Le préfet de la Vienne a produit des pièces enregistrées le 10 octobre 2025.
Par une décision du 22 octobre 2024, M. D… a été admis au bénéfice de l’aide juridictionnelle totale.
Vu les autres pièces du dossier.
Vu :
- l’accord entre le gouvernement de la République française et le gouvernement de la République algérienne démocratique et populaire relatif à la circulation, à l’emploi et au séjour des ressortissants algériens et de leurs familles du 27 décembre 1968 ;
- la convention européenne de sauvegarde des droits de l’homme et des libertés fondamentales ;
- le code de l’entrée et du séjour des étrangers et du droit d’asile ;
- la loi n° 91-647 du 10 juillet 1991 relative à l’aide juridique ;
- le code de justice administrative.
Les parties ont été régulièrement averties du jour de l’audience.

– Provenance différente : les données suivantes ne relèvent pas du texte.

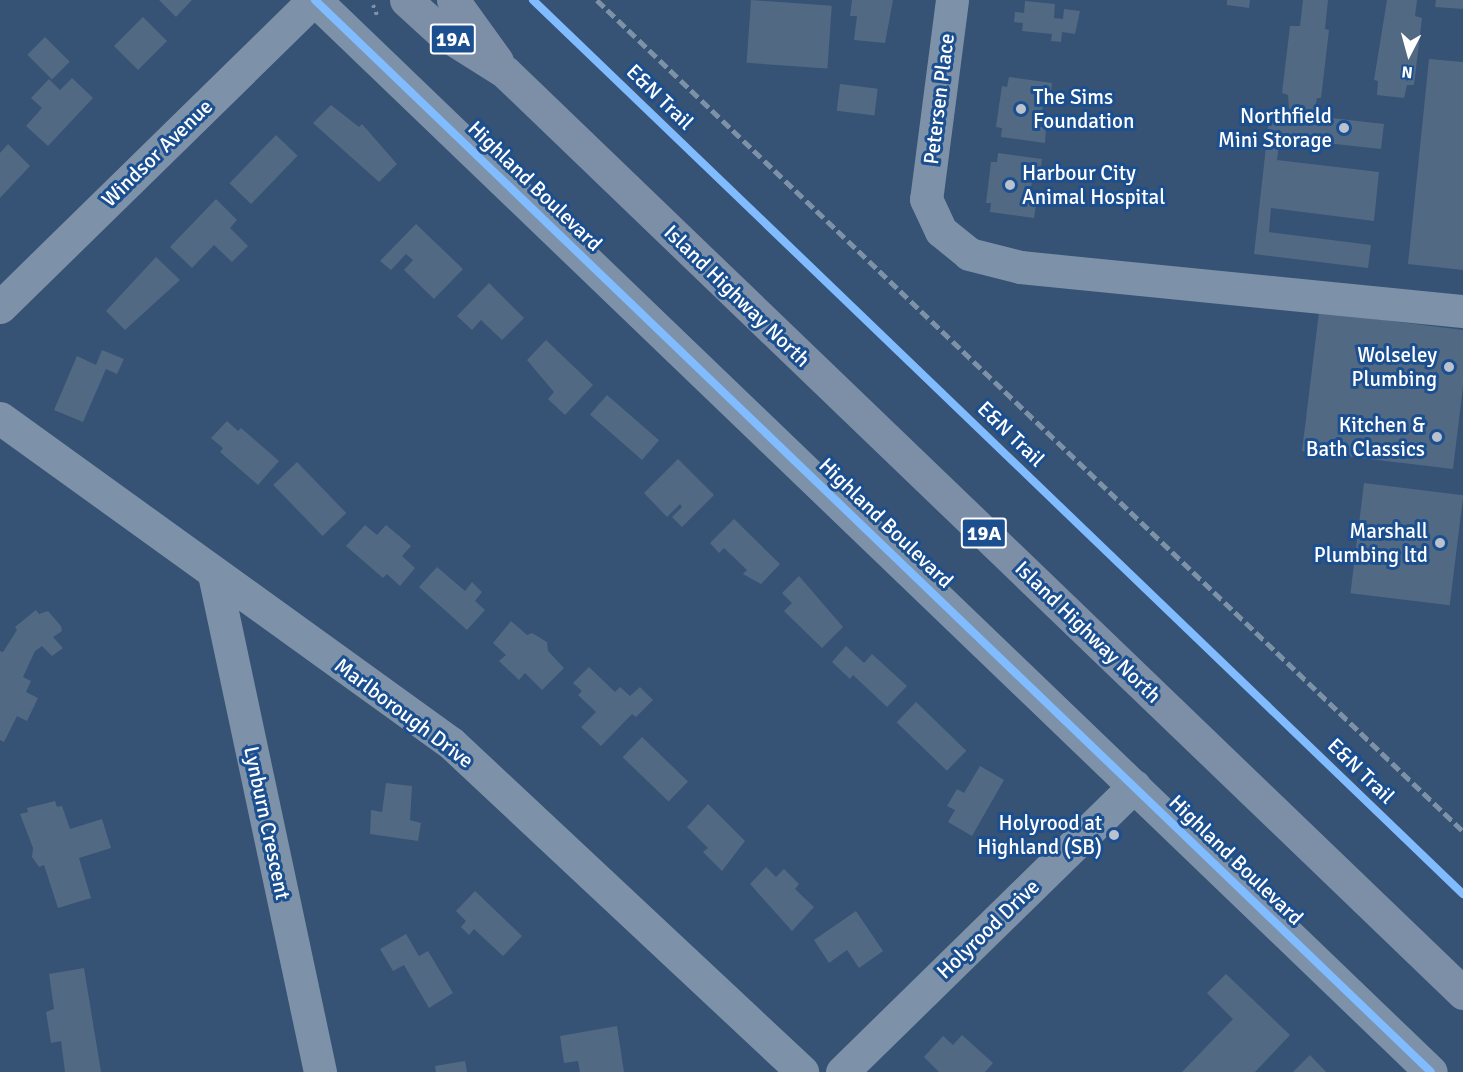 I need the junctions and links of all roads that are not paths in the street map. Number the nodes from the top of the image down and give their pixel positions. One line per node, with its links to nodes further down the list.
1 (314, 0): 6 (street, Windsor Avenue); 10 (street, Highland Boulevard)
2 (406, 0): 5 (main road, Island Highway North / 19A)
3 (453, 0): 5 (main road, Island Highway North / 19A)
4 (952, 0): 7 (street, Petersen Place)
5 (505, 72): 11 (main road, Island Highway North / 19A)
6 (0, 307)
7 (1463, 311)
8 (0, 418): 9 (street, Marlborough Drive)
9 (214, 574): 12 (street, Lynburn Crescent); 13 (street, Marlborough Drive)
10 (1134, 786): 14 (street, Holyrood Drive); 15 (street, Highland Boulevard)
11 (1463, 993)
12 (320, 1072)
13 (802, 1072)
14 (842, 1072)
15 (1431, 1072)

La rapporteure publique a été dispensée, sur sa proposition, de prononcer des conclusions à l’audience en application de l’article R. 732-1-1 du code de justice administrative.
Ont été entendus au cours de l’audience publique :
- le rapport de M. Jarrige,
- les observations de Me Masson pour le requérant.
Considérant ce qui suit :
1. M. B… E… D…, ressortissant algérien né le 20 juillet 2006, déclare être entré sur le territoire français le 27 avril 2023. Il a été pris en charge par les services de l’aide sociale à l’enfance du 17 août 2023 à sa majorité le 20 juillet 2024. Le 23 juillet 2024, il a sollicité, auprès des services de la préfecture de la Vienne, la délivrance d’un titre de séjour en raison du fait qu’il ait été confié à l’aide sociale à l’enfance après 16 ans. Par deux arrêtés du 11 septembre 2024, le préfet de la Vienne a refusé de lui délivrer un titre de séjour, l’a obligé à quitter le territoire français sans délai, a fixé le pays à destination duquel il est susceptible d’être éloigné, l’a interdit de retour sur le territoire français pour une durée de deux ans, l’a assigné à résidence pour une durée de 180 jours et l’a obligé à se présenter à la brigade de la gendarmerie nationale située au 28 rue Pablo Picasso, à Naintré les lundis, mercredis et vendredis à huit heures. M. D… demande l’annulation de ces deux arrêtés.
Sur la demande d’admission provisoire à l’aide juridictionnelle :
2. Par une décision du 22 octobre 2024, M. D… a été admis au bénéfice de l’aide juridictionnelle provisoire. Il n’y a pas lieu, par suite, de l’admettre à titre provisoire au bénéfice de l’aide juridictionnelle.
Sur les conclusions à fin d’annulation :
Sur les moyens communs aux deux arrêtés :
3. Par un arrêté du 9 septembre 2024, régulièrement publié au recueil des actes administratifs spécial de la préfecture de la Vienne le même jour, le préfet de la Vienne a donné délégation à Mme C… A…, directrice de cabinet, à l’effet de signer tous actes, arrêtés et décisions relevant des attributions de l’Etat dans le département de la Vienne, à l’exception de certains actes parmi lesquels ne figurent pas les décisions en matière de police des étrangers. Il s’ensuit que le moyen tiré de l’incompétence de la signataire des arrêtés attaqués doit être écarté.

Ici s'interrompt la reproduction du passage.